=== What needs to be done ===
Each record below needs to be reproduced precisely, though not its pictures.

===== Provided material =====

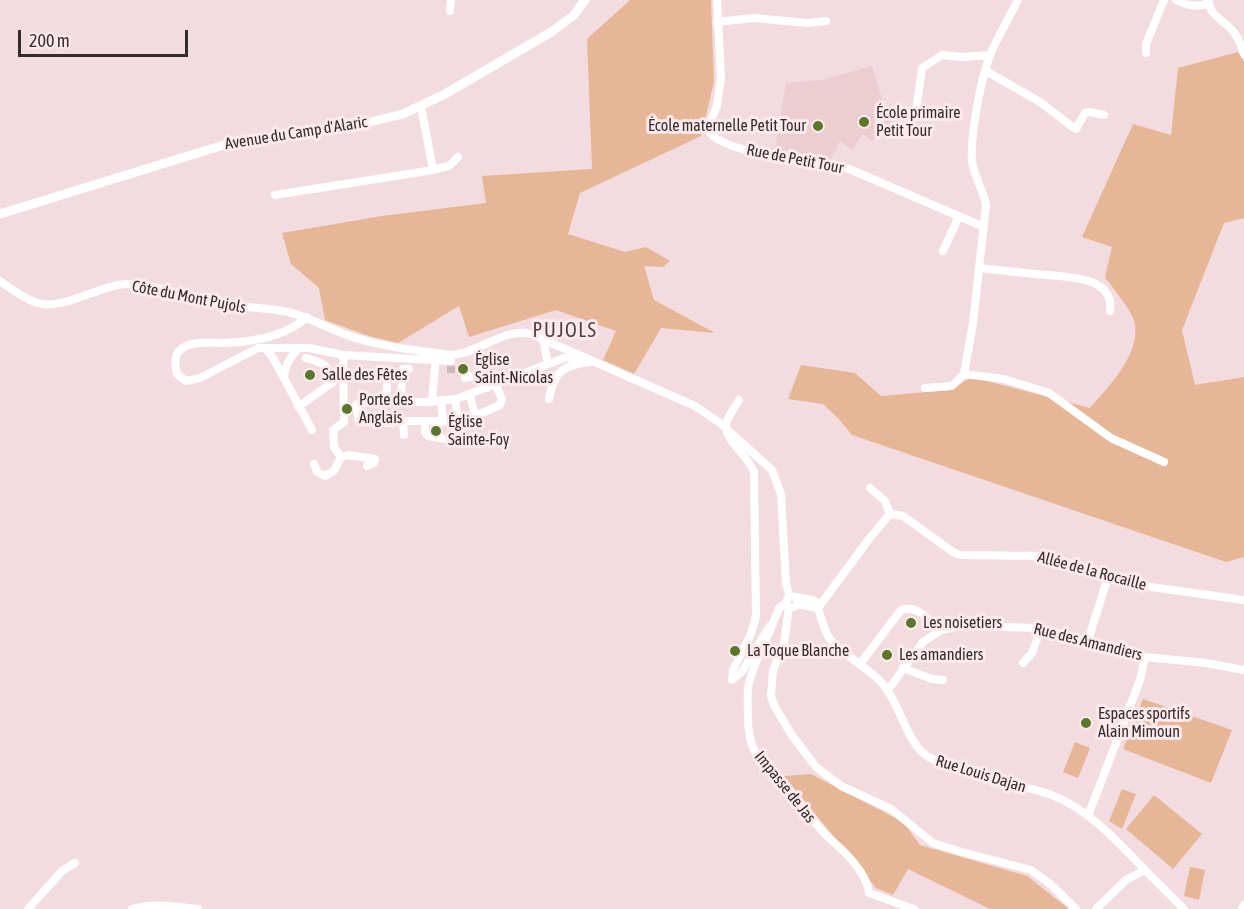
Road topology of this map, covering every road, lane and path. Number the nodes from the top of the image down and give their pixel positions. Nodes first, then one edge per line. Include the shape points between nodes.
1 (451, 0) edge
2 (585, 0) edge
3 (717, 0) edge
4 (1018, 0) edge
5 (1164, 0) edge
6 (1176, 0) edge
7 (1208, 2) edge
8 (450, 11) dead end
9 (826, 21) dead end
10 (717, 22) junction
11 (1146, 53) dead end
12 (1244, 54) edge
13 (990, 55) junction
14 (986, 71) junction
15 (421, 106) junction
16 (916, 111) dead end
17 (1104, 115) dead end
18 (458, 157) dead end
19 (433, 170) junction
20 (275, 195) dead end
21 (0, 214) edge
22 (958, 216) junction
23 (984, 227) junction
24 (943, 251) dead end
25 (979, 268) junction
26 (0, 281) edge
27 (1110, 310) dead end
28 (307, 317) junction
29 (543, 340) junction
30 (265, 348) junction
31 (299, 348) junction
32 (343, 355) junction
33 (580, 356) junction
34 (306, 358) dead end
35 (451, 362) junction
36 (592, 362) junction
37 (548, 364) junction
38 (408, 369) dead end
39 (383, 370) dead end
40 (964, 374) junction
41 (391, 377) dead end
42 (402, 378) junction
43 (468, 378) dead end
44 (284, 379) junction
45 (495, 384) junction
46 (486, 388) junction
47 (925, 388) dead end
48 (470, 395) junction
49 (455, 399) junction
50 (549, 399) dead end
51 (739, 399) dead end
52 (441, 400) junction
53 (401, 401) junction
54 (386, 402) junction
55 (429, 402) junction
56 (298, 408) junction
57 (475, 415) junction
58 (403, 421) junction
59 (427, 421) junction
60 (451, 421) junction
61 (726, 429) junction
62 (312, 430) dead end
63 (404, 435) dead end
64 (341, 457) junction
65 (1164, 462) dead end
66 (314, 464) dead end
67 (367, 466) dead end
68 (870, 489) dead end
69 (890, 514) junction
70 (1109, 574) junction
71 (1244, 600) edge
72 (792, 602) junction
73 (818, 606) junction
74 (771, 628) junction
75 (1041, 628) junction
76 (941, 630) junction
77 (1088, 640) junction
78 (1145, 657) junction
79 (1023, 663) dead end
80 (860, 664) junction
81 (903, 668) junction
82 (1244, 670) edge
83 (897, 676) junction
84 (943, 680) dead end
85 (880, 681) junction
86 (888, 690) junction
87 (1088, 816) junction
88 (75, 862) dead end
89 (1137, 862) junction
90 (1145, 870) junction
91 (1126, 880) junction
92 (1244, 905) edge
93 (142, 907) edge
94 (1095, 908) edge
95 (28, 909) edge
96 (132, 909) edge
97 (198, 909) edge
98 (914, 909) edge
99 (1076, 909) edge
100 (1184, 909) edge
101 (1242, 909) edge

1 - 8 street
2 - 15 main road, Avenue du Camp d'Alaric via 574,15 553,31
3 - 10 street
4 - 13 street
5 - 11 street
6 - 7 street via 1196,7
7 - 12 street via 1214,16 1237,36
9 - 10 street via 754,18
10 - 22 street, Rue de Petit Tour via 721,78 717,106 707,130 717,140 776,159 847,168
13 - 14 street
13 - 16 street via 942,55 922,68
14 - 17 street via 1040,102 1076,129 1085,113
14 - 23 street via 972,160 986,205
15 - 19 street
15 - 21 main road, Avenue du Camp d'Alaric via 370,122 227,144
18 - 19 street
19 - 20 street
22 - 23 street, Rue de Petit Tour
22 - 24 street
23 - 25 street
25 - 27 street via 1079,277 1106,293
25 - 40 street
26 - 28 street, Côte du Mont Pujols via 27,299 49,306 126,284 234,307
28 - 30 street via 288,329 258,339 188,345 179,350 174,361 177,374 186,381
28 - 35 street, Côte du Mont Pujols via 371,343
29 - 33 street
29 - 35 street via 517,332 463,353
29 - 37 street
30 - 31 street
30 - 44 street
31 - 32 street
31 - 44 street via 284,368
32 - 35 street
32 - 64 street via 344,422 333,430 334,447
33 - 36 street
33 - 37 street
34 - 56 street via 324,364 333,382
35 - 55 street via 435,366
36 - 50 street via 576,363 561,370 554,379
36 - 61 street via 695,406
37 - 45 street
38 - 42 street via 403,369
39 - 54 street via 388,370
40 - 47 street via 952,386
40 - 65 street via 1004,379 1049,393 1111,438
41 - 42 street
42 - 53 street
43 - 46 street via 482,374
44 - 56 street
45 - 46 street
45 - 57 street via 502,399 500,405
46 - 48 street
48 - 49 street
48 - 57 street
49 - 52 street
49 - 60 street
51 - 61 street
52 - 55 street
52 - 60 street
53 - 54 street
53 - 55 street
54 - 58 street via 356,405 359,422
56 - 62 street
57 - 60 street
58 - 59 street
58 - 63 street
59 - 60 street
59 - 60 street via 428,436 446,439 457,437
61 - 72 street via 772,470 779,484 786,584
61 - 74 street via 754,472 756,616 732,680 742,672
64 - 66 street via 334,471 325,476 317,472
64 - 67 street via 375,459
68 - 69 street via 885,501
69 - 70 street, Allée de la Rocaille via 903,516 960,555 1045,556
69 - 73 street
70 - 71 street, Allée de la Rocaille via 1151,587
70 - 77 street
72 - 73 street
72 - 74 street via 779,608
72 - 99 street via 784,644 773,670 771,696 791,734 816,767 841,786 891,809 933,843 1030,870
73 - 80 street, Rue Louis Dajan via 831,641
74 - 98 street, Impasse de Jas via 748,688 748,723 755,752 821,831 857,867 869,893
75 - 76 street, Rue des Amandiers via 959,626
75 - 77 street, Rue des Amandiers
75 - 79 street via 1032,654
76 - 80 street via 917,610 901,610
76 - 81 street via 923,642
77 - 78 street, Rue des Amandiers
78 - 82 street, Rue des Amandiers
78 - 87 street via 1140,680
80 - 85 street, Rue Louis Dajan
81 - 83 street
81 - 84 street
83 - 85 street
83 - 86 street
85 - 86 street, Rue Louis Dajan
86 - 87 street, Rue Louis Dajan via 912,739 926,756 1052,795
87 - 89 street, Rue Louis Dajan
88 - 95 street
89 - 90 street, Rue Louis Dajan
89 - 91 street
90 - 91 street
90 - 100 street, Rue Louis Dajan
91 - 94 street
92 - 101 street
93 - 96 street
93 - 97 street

=====

=== Exercise result ===
Road topology of this map, covering every road, lane and path. Number the nodes from the top of the image down and give their pixel positions. Nodes first, then one edge per line. Include the shape points between nodes.
1 (451, 0) edge
2 (585, 0) edge
3 (717, 0) edge
4 (1018, 0) edge
5 (1164, 0) edge
6 (1176, 0) edge
7 (1208, 2) edge
8 (450, 11) dead end
9 (826, 21) dead end
10 (717, 22) junction
11 (1146, 53) dead end
12 (1244, 54) edge
13 (990, 55) junction
14 (986, 71) junction
15 (421, 106) junction
16 (916, 111) dead end
17 (1104, 115) dead end
18 (458, 157) dead end
19 (433, 170) junction
20 (275, 195) dead end
21 (0, 214) edge
22 (958, 216) junction
23 (984, 227) junction
24 (943, 251) dead end
25 (979, 268) junction
26 (0, 281) edge
27 (1110, 310) dead end
28 (307, 317) junction
29 (543, 340) junction
30 (265, 348) junction
31 (299, 348) junction
32 (343, 355) junction
33 (580, 356) junction
34 (306, 358) dead end
35 (451, 362) junction
36 (592, 362) junction
37 (548, 364) junction
38 (408, 369) dead end
39 (383, 370) dead end
40 (964, 374) junction
41 (391, 377) dead end
42 (402, 378) junction
43 (468, 378) dead end
44 (284, 379) junction
45 (495, 384) junction
46 (486, 388) junction
47 (925, 388) dead end
48 (470, 395) junction
49 (455, 399) junction
50 (549, 399) dead end
51 (739, 399) dead end
52 (441, 400) junction
53 (401, 401) junction
54 (386, 402) junction
55 (429, 402) junction
56 (298, 408) junction
57 (475, 415) junction
58 (403, 421) junction
59 (427, 421) junction
60 (451, 421) junction
61 (726, 429) junction
62 (312, 430) dead end
63 (404, 435) dead end
64 (341, 457) junction
65 (1164, 462) dead end
66 (314, 464) dead end
67 (367, 466) dead end
68 (870, 489) dead end
69 (890, 514) junction
70 (1109, 574) junction
71 (1244, 600) edge
72 (792, 602) junction
73 (818, 606) junction
74 (771, 628) junction
75 (1041, 628) junction
76 (941, 630) junction
77 (1088, 640) junction
78 (1145, 657) junction
79 (1023, 663) dead end
80 (860, 664) junction
81 (903, 668) junction
82 (1244, 670) edge
83 (897, 676) junction
84 (943, 680) dead end
85 (880, 681) junction
86 (888, 690) junction
87 (1088, 816) junction
88 (75, 862) dead end
89 (1137, 862) junction
90 (1145, 870) junction
91 (1126, 880) junction
92 (1244, 905) edge
93 (142, 907) edge
94 (1095, 908) edge
95 (28, 909) edge
96 (132, 909) edge
97 (198, 909) edge
98 (914, 909) edge
99 (1076, 909) edge
100 (1184, 909) edge
101 (1242, 909) edge

1 - 8 street
2 - 15 main road, Avenue du Camp d'Alaric via 574,15 553,31
3 - 10 street
4 - 13 street
5 - 11 street
6 - 7 street via 1196,7
7 - 12 street via 1214,16 1237,36
9 - 10 street via 754,18
10 - 22 street, Rue de Petit Tour via 721,78 717,106 707,130 717,140 776,159 847,168
13 - 14 street
13 - 16 street via 942,55 922,68
14 - 17 street via 1040,102 1076,129 1085,113
14 - 23 street via 972,160 986,205
15 - 19 street
15 - 21 main road, Avenue du Camp d'Alaric via 370,122 227,144
18 - 19 street
19 - 20 street
22 - 23 street, Rue de Petit Tour
22 - 24 street
23 - 25 street
25 - 27 street via 1079,277 1106,293
25 - 40 street
26 - 28 street, Côte du Mont Pujols via 27,299 49,306 126,284 234,307
28 - 30 street via 288,329 258,339 188,345 179,350 174,361 177,374 186,381
28 - 35 street, Côte du Mont Pujols via 371,343
29 - 33 street
29 - 35 street via 517,332 463,353
29 - 37 street
30 - 31 street
30 - 44 street
31 - 32 street
31 - 44 street via 284,368
32 - 35 street
32 - 64 street via 344,422 333,430 334,447
33 - 36 street
33 - 37 street
34 - 56 street via 324,364 333,382
35 - 55 street via 435,366
36 - 50 street via 576,363 561,370 554,379
36 - 61 street via 695,406
37 - 45 street
38 - 42 street via 403,369
39 - 54 street via 388,370
40 - 47 street via 952,386
40 - 65 street via 1004,379 1049,393 1111,438
41 - 42 street
42 - 53 street
43 - 46 street via 482,374
44 - 56 street
45 - 46 street
45 - 57 street via 502,399 500,405
46 - 48 street
48 - 49 street
48 - 57 street
49 - 52 street
49 - 60 street
51 - 61 street
52 - 55 street
52 - 60 street
53 - 54 street
53 - 55 street
54 - 58 street via 356,405 359,422
56 - 62 street
57 - 60 street
58 - 59 street
58 - 63 street
59 - 60 street
59 - 60 street via 428,436 446,439 457,437
61 - 72 street via 772,470 779,484 786,584
61 - 74 street via 754,472 756,616 732,680 742,672
64 - 66 street via 334,471 325,476 317,472
64 - 67 street via 375,459
68 - 69 street via 885,501
69 - 70 street, Allée de la Rocaille via 903,516 960,555 1045,556
69 - 73 street
70 - 71 street, Allée de la Rocaille via 1151,587
70 - 77 street
72 - 73 street
72 - 74 street via 779,608
72 - 99 street via 784,644 773,670 771,696 791,734 816,767 841,786 891,809 933,843 1030,870
73 - 80 street, Rue Louis Dajan via 831,641
74 - 98 street, Impasse de Jas via 748,688 748,723 755,752 821,831 857,867 869,893
75 - 76 street, Rue des Amandiers via 959,626
75 - 77 street, Rue des Amandiers
75 - 79 street via 1032,654
76 - 80 street via 917,610 901,610
76 - 81 street via 923,642
77 - 78 street, Rue des Amandiers
78 - 82 street, Rue des Amandiers
78 - 87 street via 1140,680
80 - 85 street, Rue Louis Dajan
81 - 83 street
81 - 84 street
83 - 85 street
83 - 86 street
85 - 86 street, Rue Louis Dajan
86 - 87 street, Rue Louis Dajan via 912,739 926,756 1052,795
87 - 89 street, Rue Louis Dajan
88 - 95 street
89 - 90 street, Rue Louis Dajan
89 - 91 street
90 - 91 street
90 - 100 street, Rue Louis Dajan
91 - 94 street
92 - 101 street
93 - 96 street
93 - 97 street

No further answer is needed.